I read an article in Discover a few months ago about space elevator plans. Very compelling if we can overcome materials restrictions. Once we get out of the Earth's Gravity well moving around gets a lot cheaper.
The climb-up-a-ribbon stuff?
Chewing down the middle of an equatorial mountain would require the same thing.
No. It would require digging and building up to create the required exit angle. An angle that could be much less at 20,000 ft than at sea level. But not anything close to trying to dig that deep. The pressure and heat would not be anything like 5 miles deep. You sure are argumentative about a simple concept.
The biggest hurdles for that approach have to do with the fact that any ground-based boost method will induce high accelerations; and after that, the payload ends up having to go very fast in thick atmosphere.
The only way to handle the first problem is by adding length to your booster system. You'd have to handle the second by adding sheilding (heavy!), or somehow keep the atmosphere in the launch system at low density.
There is potentially a lot of merit in developing an air launch capability, although that's got to deal with other issues.
An ablative shield possibly? Cast a shield from a material that carries away heat when vaporized? (Ice?)
Again, see my post #10. A rail gun, with a mountain top terminus solves both problems. Shooting a vehicle into space while keeping acceleration structural loads below 7 G. Atmospherics are greatly helped by not entering the atmosphere until the vehicle is already above the thickest part of the atmosphere (higher is better). And high energy beams may be able to split the flight path, thus decreasing resistance even more.

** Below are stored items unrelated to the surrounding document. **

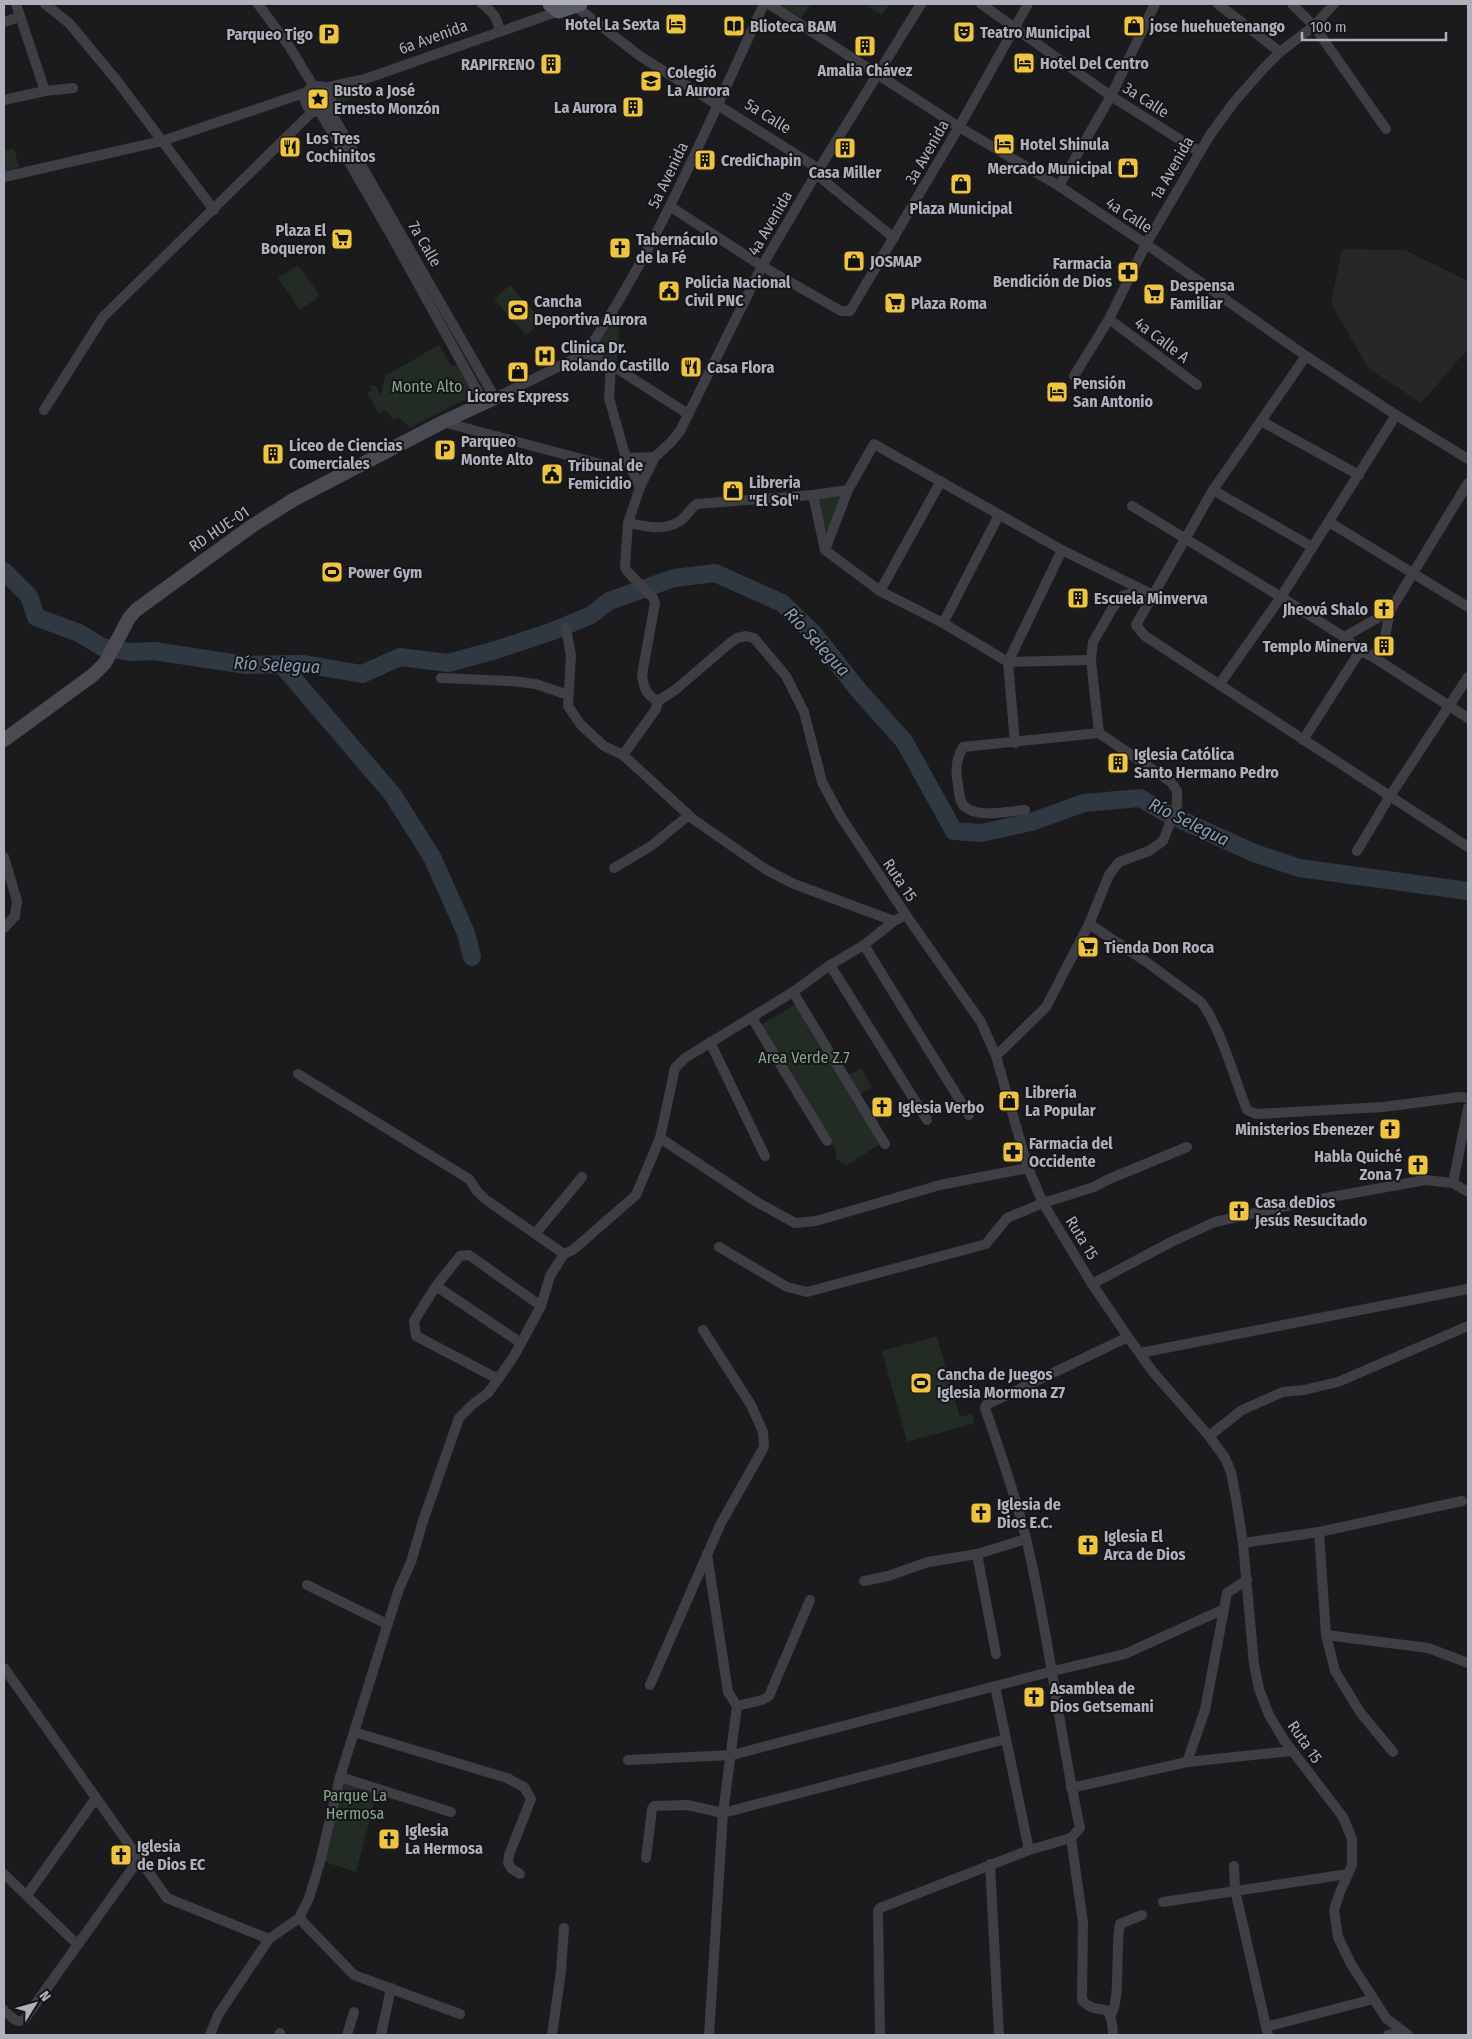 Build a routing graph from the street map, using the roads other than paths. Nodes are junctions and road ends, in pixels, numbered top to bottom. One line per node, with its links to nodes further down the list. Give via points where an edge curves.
1 (16, 4): 16 (street)
2 (45, 4): 32 (street, via 69,23)
3 (258, 4): 24 (street)
4 (482, 4): 20 (street, via 495,16)
5 (764, 4): 28 (street, 5a Avenida)
6 (769, 4): 22 (street, 4a Calle)
7 (921, 4): 22 (street, 4a Avenida)
8 (981, 4): 19 (street, 3a Calle)
9 (1028, 4): 19 (street, 3a Avenida)
10 (1155, 4): 26 (street)
11 (1218, 4): 21 (street)
12 (1292, 4): 18 (street)
13 (1334, 4): 18 (street, 1a Avenida)
14 (578, 5): 15 (main road, 6a Avenida); 28 (street, 5a Calle, via 640,56)
15 (554, 8): 20 (street, 6a Avenida)
16 (19, 16): 17 (street); 25 (street)
17 (4, 22)
18 (1314, 26): 21 (street, 1a Avenida); 31 (street)
19 (1015, 27): 26 (street, 3a Calle); 30 (street, 3a Avenida)
20 (499, 31): 24 (street, 6a Avenida, via 365,79)
21 (1280, 52): 33 (street, 1a Avenida, via 1234,102)
22 (877, 74): 30 (street, 4a Calle); 34 (street, 4a Avenida)
23 (74, 88): 25 (street)
24 (315, 89): 29 (street, via 306,103); 29 (street, via 330,97); 32 (street, 6a Avenida)
25 (45, 91): 27 (street)
26 (1111, 96): 33 (street, 3a Calle); 36 (street)
27 (4, 100)
28 (717, 105): 34 (street, 5a Calle); 37 (street, 5a Avenida)
29 (320, 110): 38 (street); 48 (street, 7a Calle)
30 (959, 127): 36 (street, 4a Calle); 39 (street, 3a Avenida)
31 (1386, 129)
32 (162, 141): 35 (street, 6a Avenida); 38 (street)
33 (1198, 151): 40 (street, 1a Avenida)
34 (817, 172): 39 (street, 5a Calle); 41 (street, 4a Avenida)
35 (4, 177)
36 (1059, 186): 40 (street, 4a Calle)
37 (671, 207): 41 (street); 43 (street, 5a Avenida, via 616,308)
38 (214, 210): 49 (street, via 103,317)
39 (894, 238): 41 (street, 3a Avenida, via 852,309 847,312)
40 (1146, 244): 42 (street, 1a Avenida); 44 (street, 4a Calle)
41 (762, 266): 50 (street, 4a Avenida)
42 (1108, 319): 46 (street, 1a Avenida); 47 (street, 4a Calle A)
43 (586, 353): 45 (street); 48 (street)
44 (1306, 356): 51 (street, 4a Calle); 52 (street)
45 (611, 367): 50 (street); 54 (street, via 609,398)
46 (1074, 376)
47 (1197, 385)
48 (489, 400): 53 (street, RD HUE-01)
49 (44, 410)
50 (688, 414): 55 (street, 4a Avenida, via 675,437)
51 (1396, 416): 56 (street, 4a Calle); 57 (street)
52 (1261, 421): 57 (street); 62 (street)
53 (443, 422): 54 (street, via 608,466 620,465); 93 (street, RD HUE-01, via 293,500 180,577 136,610 104,663 93,675)
54 (626, 458): 55 (street); 60 (street)
55 (655, 458): 60 (street, 4a Avenida)
56 (1468, 459)
57 (1359, 475): 66 (street)
58 (941, 481): 61 (street, via 874,444); 65 (street); 73 (street)
59 (1468, 483): 72 (street)
60 (640, 487): 67 (street)
61 (848, 490): 63 (street); 70 (street)
62 (1213, 490): 68 (street); 69 (street)
63 (813, 495): 67 (street, via 697,504 681,520 664,528); 70 (street)
64 (1132, 506): 68 (street)
65 (999, 515): 71 (street); 78 (street)
66 (1329, 522): 69 (street); 72 (street)
67 (628, 523): 89 (street, via 625,567 655,603 642,675 649,696)
68 (1186, 539): 74 (street); 75 (street)
69 (1312, 547): 75 (street)
70 (825, 550): 73 (street)
71 (1062, 550): 74 (street); 84 (street)
72 (1412, 572): 76 (street); 77 (street)
73 (880, 591): 78 (street)
74 (1148, 593): 83 (street, via 1122,596 1093,642); 87 (street, via 1137,620 1139,631)
75 (1281, 596): 80 (street); 87 (street)
76 (1468, 607)
77 (1390, 611): 80 (street); 82 (street, via 1384,642)
78 (943, 623): 84 (street)
79 (566, 628): 88 (street, via 571,656)
80 (1344, 637): 81 (street)
81 (1360, 651): 82 (street); 94 (street)
82 (1373, 658): 90 (street)
83 (1091, 660): 84 (street); 92 (street)
84 (1008, 662): 95 (street)
85 (1468, 677): 90 (street)
86 (441, 678): 88 (street, via 536,684)
87 (1219, 685): 94 (street)
88 (568, 695): 96 (street, via 568,706 581,725 604,746)
89 (658, 701): 96 (street, via 656,709); 104 (street, Ruta 15, via 737,638 754,638 786,676 804,712 822,782 841,817)
90 (1450, 706): 91 (street); 97 (street)
91 (1468, 718)
92 (1099, 733): 95 (street); 106 (street, via 1171,782 1177,791 1177,806 1163,841 1149,851 1119,862 1109,875)
93 (4, 740)
94 (1303, 740): 97 (street)
95 (1015, 742): 98 (street, via 964,747 956,771 963,806 974,812 986,813)
96 (623, 755): 99 (street)
97 (1390, 796): 100 (street); 101 (street)
98 (1025, 810)
99 (689, 815): 103 (street, via 651,846); 105 (street, via 765,869 794,884)
100 (1468, 848)
101 (1358, 851)
102 (4, 857): 107 (street, via 17,901 15,916)
103 (614, 868)
104 (906, 915): 105 (street); 113 (street, Ruta 15, via 981,1022)
105 (894, 922): 108 (street)
106 (1089, 924): 113 (street, via 1046,1007); 115 (street, via 1145,961 1206,1009 1247,1110 1256,1114 1383,1107)
107 (4, 928)
108 (864, 945): 109 (street); 117 (street)
109 (830, 965): 110 (street); 118 (street)
110 (793, 992): 111 (street); 121 (street)
111 (752, 1018): 112 (street); 120 (street)
112 (710, 1042): 119 (street, via 675,1068); 123 (street)
113 (996, 1056): 124 (street, Ruta 15)
114 (298, 1074): 129 (street, via 469,1179 477,1192)
115 (1468, 1098)
116 (1468, 1108): 126 (street)
117 (969, 1115)
118 (927, 1120)
119 (660, 1138): 124 (street, via 755,1201 795,1223 816,1221 940,1185); 131 (street, via 636,1195 573,1250)
120 (827, 1140)
121 (885, 1144)
122 (1187, 1146): 128 (street, via 1094,1187)
123 (766, 1156)
124 (1028, 1168): 128 (street, Ruta 15)
125 (582, 1177): 129 (street)
126 (1452, 1183): 127 (street); 132 (street, via 1425,1180 1393,1185 1215,1222)
127 (1468, 1192)
128 (1043, 1203): 130 (street, via 1006,1218 986,1244 807,1292 787,1287); 132 (street, Ruta 15)
129 (535, 1234): 131 (street)
130 (719, 1247)
131 (564, 1254): 135 (street, via 550,1276)
132 (1092, 1284): 138 (street, Ruta 15)
133 (436, 1286): 135 (street, via 460,1256 469,1255); 139 (street); 141 (street, via 414,1321 416,1336)
134 (1468, 1289): 140 (street)
135 (541, 1306): 139 (street)
136 (1468, 1326): 142 (street, via 1338,1382 1283,1392 1242,1410)
137 (703, 1330): 147 (street, via 751,1406 764,1441 764,1448 733,1499)
138 (1128, 1337): 140 (street, Ruta 15); 145 (street, via 984,1408 1015,1497)
139 (521, 1343): 141 (street)
140 (1140, 1353): 142 (street, Ruta 15)
141 (498, 1379): 154 (street, via 488,1393 459,1418)
142 (1209, 1436): 146 (street, Ruta 15, via 1232,1472)
143 (1462, 1501): 144 (street)
144 (1319, 1532): 146 (street); 155 (street)
145 (1026, 1540): 148 (street); 159 (street)
146 (1243, 1543): 149 (street, Ruta 15)
147 (707, 1554): 160 (street); 162 (street, via 728,1692)
148 (977, 1554): 150 (street, via 928,1562); 156 (street)
149 (1246, 1580): 153 (street, via 1227,1593); 165 (street, Ruta 15, via 1259,1689 1269,1715)
150 (864, 1581)
151 (307, 1585): 154 (street)
152 (810, 1600): 162 (street, via 769,1696)
153 (1224, 1610): 159 (street, via 1125,1654); 169 (street, via 1205,1710)
154 (387, 1624): 163 (street)
155 (1326, 1635): 157 (street, via 1428,1648); 166 (street, via 1335,1671 1360,1712)
156 (996, 1654)
157 (1468, 1663)
158 (4, 1668): 172 (street)
159 (1053, 1671): 161 (street); 171 (street)
160 (650, 1685)
161 (995, 1686): 164 (street); 167 (street)
162 (737, 1706): 167 (street)
163 (354, 1732): 170 (street); 182 (street, via 507,1778 524,1787 531,1799 508,1863)
164 (1006, 1739): 174 (street); 176 (street)
165 (1292, 1752): 169 (street); 183 (street, Ruta 15, via 1343,1817 1352,1839 1352,1865)
166 (1393, 1752)
167 (732, 1756): 168 (street); 174 (street)
168 (628, 1760)
169 (1187, 1762): 171 (street)
170 (340, 1777): 173 (street); 188 (street, via 320,1862)
171 (1071, 1788): 175 (street, via 1080,1828)
172 (96, 1798): 178 (street); 185 (street)
173 (450, 1812)
174 (723, 1813): 177 (street, via 687,1805 654,1806); 204 (street)
175 (1071, 1838): 176 (street); 197 (street, via 1083,1923 1082,2000 1090,2007)
176 (1029, 1850): 179 (street)
177 (646, 1858)
178 (139, 1859): 190 (street, via 167,1898); 191 (street)
179 (990, 1864): 205 (street, via 878,1911); 206 (street)
180 (1234, 1866): 184 (street)
181 (4, 1874): 185 (street)
182 (520, 1874)
183 (1348, 1874): 184 (street); 193 (street, Ruta 15, via 1334,1910 1338,1937)
184 (1235, 1890): 186 (street); 198 (street)
185 (27, 1895): 191 (street)
186 (1164, 1902)
187 (1142, 1915): 197 (street, via 1120,1924 1116,1959 1117,1998)
188 (299, 1918): 190 (street); 192 (street, via 354,1974)
189 (564, 1928): 203 (street)
190 (269, 1939): 200 (street, via 218,2015)
191 (77, 1944): 194 (street, via 24,2020 14,2020)
192 (391, 1988): 196 (street); 202 (street)
193 (1374, 1999): 198 (street); 199 (street, Ruta 15, via 1386,2018)
194 (4, 2010)
195 (354, 2012): 201 (street)
196 (460, 2014)
197 (1111, 2014): 207 (street)
198 (1267, 2031)
199 (1406, 2033): 208 (street)
200 (210, 2035)
201 (347, 2035)
202 (381, 2035)
203 (552, 2035)
204 (709, 2035)
205 (880, 2035)
206 (999, 2035)
207 (1113, 2035)
208 (1388, 2035)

Does this involve large amounts of cabbage , beans and beer?........
First off is the fact that even at 29,000 feet (the top of Mt. Everest) you've got a hell of a lot of atmosphere to deal with, and you're going to hit it at well over 8 km/sec (you have to account for drag losses in your exit velocity). You can't be going straight up -- your velocity has got to take you in a ballistic trajectory that forces you to remain in the sensible atmosphere (which lasts up to ~400,000 feet) for quite a long time -- several minutes, at least. Note that the Shuttle sheds most of its orbital energy, and thus gains most of its atmospheric heating, above 200,000 feet. Bottom line is that there are tremendous heating issues to deal with, even with a rail gun.
In essence you're reversing the ballistic missile re-entry problem. (Harvey Allen's famous work on re-entry body shapes is summarized here, with a good assessment of the heating issues involved.)
An alternative is to use a railgun to boost the vehicle to a "respectable" speed to get it up high, and then use rockets to finish the job. The problem there is that the power overhead for the railgun probably increases tremendously due to the vastly increased launch mass.
You've also got to deal with the problem of how to move your great big mass through the long tunnel. You've got probably surmountable alignment and smoothness issues, but you've also got to deal with holding the payload in the center of the gun. Do you put it on rollers?
Finally, you've got to figure out a way to pull the air out of your tunnel, but still allow the payload to get out safely. This means a door of some sort that has to be big and heavy enough to keep air out, but must be nimble enough to open quickly, when the payload is close to the exit. Unfortunately, the act of opening the door will let the air come cascading in, which will lead to severe turbulence, buffeting, and shock waves as it rushes down the tunnel and comes into contact with the hypervelocity payload. Your tolerances are shot at that point, and you'd be in significant danger of hitting the wall, which would be a disaster.
So there's a huge design issue there that can probably only be addressed by adding "non-propulsive" length and width to your tunnel, and/or by making a faster door. Note that if it takes one second to open the door, then you've got to ensure that your payload is at least 8 km away when you start to open it. If you've got any experience with supersonic wind tunnels, you'll recognize the likelihood that there will be a large shockwave coming down the tunnel toward your payload.